Aprons can be frilly; they can have ruffles. They can be a simple white, a work of art, or have quotes emblazed across them. Aprons come in all shapes and sizes and are made of all kinds of materials. They can be used for cooking, cleaning, working on art projects, or even working in the garage. Aprons are useful in keeping your clothing clean or even protecting the person from serious injury. There are even euphemisms tied to the wearing of aprons and either cutting or hanging onto their strings. All in all, no matter what their use, aprons are functional and practical and, clearly, have many uses.

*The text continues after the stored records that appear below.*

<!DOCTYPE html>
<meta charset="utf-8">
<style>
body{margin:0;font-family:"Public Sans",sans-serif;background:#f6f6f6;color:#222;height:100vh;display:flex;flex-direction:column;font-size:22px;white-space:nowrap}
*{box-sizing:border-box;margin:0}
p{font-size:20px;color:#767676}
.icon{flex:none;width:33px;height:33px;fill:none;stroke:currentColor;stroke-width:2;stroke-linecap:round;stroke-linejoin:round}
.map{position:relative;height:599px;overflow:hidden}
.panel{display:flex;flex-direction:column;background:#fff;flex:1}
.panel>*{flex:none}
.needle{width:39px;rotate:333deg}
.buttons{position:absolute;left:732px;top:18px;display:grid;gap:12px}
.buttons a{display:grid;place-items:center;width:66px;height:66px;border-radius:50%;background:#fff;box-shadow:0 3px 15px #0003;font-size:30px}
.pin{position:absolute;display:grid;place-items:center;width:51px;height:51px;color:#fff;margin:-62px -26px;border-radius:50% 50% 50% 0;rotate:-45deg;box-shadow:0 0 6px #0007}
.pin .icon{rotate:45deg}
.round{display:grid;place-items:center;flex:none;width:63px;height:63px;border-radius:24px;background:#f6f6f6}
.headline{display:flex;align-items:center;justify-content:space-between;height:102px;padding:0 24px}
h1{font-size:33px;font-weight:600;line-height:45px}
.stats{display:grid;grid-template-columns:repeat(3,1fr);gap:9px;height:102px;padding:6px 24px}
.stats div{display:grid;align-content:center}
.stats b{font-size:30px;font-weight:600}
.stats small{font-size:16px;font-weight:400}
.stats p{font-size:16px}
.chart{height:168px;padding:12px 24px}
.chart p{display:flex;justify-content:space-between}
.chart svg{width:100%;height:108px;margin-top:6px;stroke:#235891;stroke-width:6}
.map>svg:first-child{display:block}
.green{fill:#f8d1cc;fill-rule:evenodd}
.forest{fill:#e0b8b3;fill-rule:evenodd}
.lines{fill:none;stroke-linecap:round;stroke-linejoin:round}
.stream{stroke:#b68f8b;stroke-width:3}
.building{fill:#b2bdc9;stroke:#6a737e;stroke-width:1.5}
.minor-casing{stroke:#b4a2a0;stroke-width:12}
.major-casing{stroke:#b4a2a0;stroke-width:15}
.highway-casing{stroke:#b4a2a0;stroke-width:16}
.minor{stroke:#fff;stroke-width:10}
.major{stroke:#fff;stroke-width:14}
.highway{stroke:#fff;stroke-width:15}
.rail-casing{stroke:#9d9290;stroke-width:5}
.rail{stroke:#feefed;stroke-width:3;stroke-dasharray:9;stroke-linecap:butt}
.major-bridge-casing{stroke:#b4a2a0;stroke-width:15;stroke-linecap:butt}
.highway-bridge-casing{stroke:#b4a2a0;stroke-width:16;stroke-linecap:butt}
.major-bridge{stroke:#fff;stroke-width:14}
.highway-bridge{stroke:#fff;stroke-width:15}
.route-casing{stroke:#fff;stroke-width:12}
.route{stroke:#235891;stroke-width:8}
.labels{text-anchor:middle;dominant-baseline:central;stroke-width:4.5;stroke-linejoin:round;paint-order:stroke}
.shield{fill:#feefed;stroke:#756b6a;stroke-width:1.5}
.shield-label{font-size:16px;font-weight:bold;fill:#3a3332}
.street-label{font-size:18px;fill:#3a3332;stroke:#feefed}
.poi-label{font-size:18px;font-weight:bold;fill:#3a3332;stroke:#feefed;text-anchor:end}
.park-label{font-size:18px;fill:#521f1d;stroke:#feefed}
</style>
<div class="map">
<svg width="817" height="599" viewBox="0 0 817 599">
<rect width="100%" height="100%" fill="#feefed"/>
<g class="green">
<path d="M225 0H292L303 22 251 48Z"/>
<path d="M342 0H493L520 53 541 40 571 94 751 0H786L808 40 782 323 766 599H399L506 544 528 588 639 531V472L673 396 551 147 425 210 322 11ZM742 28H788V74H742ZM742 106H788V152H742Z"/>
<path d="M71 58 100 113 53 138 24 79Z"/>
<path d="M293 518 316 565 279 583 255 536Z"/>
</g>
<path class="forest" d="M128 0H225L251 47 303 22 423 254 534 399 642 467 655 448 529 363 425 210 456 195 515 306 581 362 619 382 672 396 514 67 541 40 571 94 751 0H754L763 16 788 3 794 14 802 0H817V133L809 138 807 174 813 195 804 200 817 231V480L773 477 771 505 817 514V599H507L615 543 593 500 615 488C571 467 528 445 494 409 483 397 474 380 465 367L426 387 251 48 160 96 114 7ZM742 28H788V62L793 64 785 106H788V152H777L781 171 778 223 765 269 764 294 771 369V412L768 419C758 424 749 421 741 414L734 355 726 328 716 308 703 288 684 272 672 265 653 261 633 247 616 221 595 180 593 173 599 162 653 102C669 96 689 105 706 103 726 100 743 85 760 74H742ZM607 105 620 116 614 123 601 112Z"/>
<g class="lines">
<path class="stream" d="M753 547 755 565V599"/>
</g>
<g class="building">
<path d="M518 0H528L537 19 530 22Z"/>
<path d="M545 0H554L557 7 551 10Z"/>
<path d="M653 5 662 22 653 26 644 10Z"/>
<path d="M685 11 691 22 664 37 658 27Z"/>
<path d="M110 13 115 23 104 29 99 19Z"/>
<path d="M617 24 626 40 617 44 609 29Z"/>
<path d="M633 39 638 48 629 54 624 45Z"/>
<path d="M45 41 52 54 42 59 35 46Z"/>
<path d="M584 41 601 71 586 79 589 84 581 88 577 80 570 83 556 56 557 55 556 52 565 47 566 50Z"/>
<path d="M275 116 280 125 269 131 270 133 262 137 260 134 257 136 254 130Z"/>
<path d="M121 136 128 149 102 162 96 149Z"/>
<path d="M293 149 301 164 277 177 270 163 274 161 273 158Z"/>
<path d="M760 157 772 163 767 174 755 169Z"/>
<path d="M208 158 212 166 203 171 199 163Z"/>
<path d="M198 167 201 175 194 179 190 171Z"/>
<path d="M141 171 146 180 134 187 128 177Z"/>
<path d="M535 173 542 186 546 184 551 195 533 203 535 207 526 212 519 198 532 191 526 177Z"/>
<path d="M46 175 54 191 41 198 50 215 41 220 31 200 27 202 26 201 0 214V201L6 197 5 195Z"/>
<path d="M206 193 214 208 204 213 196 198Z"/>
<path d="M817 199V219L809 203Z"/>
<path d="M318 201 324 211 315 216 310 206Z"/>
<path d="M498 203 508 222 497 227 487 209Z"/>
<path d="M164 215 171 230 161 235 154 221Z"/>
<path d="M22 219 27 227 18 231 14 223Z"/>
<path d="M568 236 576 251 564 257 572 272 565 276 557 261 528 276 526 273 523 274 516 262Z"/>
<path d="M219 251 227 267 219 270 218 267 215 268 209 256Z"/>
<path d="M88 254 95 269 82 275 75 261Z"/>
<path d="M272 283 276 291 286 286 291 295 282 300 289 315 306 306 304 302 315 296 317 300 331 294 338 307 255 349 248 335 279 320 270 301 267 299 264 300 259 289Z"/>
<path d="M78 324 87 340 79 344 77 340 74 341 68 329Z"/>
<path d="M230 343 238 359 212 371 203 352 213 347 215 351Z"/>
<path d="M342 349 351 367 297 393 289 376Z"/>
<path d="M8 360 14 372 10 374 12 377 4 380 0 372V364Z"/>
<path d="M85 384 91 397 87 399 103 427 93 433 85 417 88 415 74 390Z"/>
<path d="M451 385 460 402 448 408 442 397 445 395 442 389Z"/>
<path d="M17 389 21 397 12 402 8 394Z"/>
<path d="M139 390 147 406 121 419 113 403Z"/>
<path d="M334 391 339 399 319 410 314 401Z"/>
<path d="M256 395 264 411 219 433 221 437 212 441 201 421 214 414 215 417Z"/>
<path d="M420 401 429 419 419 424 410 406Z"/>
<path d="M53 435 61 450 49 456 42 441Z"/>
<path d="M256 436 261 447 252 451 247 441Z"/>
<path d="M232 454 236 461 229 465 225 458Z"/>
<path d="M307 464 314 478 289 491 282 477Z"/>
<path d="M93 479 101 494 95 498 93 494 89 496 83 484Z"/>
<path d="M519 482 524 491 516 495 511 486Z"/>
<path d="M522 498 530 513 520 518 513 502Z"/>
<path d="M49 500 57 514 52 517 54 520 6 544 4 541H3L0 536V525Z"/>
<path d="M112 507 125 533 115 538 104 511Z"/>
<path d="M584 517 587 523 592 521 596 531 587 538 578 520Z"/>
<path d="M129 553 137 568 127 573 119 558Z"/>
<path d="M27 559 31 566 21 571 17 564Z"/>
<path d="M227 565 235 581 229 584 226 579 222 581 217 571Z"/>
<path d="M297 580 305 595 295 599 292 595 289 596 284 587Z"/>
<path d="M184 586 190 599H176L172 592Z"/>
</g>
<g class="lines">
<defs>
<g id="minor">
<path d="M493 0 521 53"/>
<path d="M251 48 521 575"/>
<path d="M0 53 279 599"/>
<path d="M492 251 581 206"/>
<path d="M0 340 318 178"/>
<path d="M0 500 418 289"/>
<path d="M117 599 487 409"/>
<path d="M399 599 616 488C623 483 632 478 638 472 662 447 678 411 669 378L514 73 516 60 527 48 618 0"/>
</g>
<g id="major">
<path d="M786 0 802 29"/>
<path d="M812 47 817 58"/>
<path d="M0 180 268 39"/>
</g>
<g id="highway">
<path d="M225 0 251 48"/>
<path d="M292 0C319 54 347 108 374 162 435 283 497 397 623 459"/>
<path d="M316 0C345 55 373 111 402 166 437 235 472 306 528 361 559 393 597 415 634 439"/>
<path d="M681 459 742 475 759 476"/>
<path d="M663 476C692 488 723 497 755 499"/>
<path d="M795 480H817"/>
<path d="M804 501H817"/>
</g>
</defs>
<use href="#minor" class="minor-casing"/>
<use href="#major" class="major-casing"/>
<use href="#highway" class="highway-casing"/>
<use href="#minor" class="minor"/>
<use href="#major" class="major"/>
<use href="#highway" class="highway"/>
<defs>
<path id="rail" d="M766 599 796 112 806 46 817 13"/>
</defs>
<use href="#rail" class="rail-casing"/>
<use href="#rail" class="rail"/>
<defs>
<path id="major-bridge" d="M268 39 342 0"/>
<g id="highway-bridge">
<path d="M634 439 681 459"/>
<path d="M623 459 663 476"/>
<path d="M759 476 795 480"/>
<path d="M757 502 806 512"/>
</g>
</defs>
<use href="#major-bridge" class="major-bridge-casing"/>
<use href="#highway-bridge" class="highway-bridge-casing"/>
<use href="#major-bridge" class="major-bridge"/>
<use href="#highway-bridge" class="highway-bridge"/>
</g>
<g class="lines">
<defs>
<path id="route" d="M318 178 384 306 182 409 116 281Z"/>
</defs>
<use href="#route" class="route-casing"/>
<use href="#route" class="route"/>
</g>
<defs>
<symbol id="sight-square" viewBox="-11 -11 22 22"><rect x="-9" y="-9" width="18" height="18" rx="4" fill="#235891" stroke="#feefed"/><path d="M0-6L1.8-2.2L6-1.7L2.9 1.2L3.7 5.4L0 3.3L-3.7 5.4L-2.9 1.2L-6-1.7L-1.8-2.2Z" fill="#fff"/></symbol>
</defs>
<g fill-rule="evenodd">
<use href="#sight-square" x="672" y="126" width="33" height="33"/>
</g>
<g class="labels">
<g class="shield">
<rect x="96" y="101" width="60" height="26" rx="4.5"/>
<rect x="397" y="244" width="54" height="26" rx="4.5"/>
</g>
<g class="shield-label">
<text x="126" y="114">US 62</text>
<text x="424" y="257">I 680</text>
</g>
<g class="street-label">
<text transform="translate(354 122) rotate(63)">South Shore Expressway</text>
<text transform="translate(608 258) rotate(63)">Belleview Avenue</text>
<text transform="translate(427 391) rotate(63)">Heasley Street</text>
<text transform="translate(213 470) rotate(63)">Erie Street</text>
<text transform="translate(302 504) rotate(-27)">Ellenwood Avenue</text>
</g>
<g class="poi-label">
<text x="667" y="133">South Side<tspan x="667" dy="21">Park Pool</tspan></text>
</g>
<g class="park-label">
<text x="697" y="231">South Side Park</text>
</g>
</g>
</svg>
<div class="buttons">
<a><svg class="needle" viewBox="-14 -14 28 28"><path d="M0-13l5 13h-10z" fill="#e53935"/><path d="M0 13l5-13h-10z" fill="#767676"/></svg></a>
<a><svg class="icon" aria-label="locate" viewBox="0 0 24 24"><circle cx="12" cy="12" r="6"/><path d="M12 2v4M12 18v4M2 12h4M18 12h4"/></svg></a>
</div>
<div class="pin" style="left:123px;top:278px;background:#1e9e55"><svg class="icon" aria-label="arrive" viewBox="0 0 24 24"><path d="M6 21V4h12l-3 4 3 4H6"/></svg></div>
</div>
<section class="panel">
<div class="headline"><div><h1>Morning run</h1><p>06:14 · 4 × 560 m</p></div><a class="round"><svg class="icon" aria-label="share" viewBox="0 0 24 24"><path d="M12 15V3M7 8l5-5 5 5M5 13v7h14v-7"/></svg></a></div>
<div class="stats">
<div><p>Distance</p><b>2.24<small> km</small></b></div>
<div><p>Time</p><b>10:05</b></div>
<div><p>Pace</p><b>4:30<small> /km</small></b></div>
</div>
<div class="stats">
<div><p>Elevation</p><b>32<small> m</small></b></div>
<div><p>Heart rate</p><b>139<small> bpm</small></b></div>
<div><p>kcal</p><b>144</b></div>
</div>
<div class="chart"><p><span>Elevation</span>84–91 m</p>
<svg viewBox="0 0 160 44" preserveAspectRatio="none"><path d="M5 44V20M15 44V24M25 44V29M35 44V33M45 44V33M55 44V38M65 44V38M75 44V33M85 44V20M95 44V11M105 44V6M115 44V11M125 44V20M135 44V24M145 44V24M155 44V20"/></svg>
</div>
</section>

I hung on my grandmother’s apron strings when I was a child and watched her cooking in the kitchen. She was 100% Italian and a fantastic cook. She would spend hours in the kitchen concocting dinner or baking. I especially remember loving Christmas because she would bake these delicious cookies called Pastachelles which would involve three days of hard core apron wearing. The end result of all this labor was a kitchen covered in flour, an exhausted woman, whose clothes were clean as she had worn an apron after all, and a delectable treat of deep fried cookies filled with honey, chocolate, and my grandmother’s love. My grandmother has been gone for almost 25 years, and each Christmas my mom and I swear to each other that next Christmas we will resurrect the Pastachelles. We haven’t done that yet, but maybe one day.
Men also wear aprons. I hung on my grandfather’s apron strings when I watched him work in the garage. He taught me how to use a hammer and nails, and even allowed me to use the power drill occasionally under his close supervision. In order to demonstrate my ability with hammer and nails, I remember building a dog out of two by fours nailed together. I even drew a nose and eyes on the top of it and proudly showed it to him. My grandfather looked at me with a smile, and patted me on the head saying “That’s nice, dear,” and continued on with his project, which was an elaborate bench that he was building for my grandmother.
In present day, the one man whose apron strings that I would love to hang onto is Gordon Ramsey. Not only is he an extremely talented chef, but he’s drop dead gorgeous to boot. Now, of course, I would only want to hang onto his apron strings merely to learn how to cook and certainly not because he exudes passion and fire for what he does which makes him incredibly sexy; no, not for that reason at all!
My mother did not wear an apron like my grandmother when she cooked. She just went into the kitchen and started cooking away; and she is certainly a wonderful cook. I can’t tell you how many times I heard my mother complain about getting tomato sauce on her clothes when she was making pasta, and I can imagine my grandmother telling her that she should have worn an apron while my mom rolled her eyes in exasperation.
My mom and I also bake chocolate chip cookies at Christmas sans aprons. I have learned to deflect the flour away from me and cover everything else in the kitchen, including my mom. We have a personal best record of baking over 600 cookies in a six hour marathon all done without the benefit of aprons.
So I learned at the knee of my apron wearing grandparents and my non-apron wearing mother. To this day I still fumble in the kitchen even though I am related to two fantastic chefs. The one dish I can cook is lasagna, which I make twice a year while not wearing an apron. As a result I echo my mother’s complaints of getting tomato sauce on my clothes; so I guess I proudly carry on that tradition.
The most important things that I learned while hanging on their proverbial apron strings is how to be a strong, independent and intelligent woman, who just happens to know how to use a hammer and nails. I also learned how to be true to myself, to be fierce and to love my family deeply. Thanks to my grandparents’ and mother’s actions and influence I have learned what it truly means to be a woman. I never want to “cut the apron strings,” but always want to “hang onto their apron strings” because they are my role models and heritage. Hopefully, one day, I will have a little one who will be hanging on mine and to whom I can pass down these proud traditions of what it means to either wear an apron or not, depending on your preference.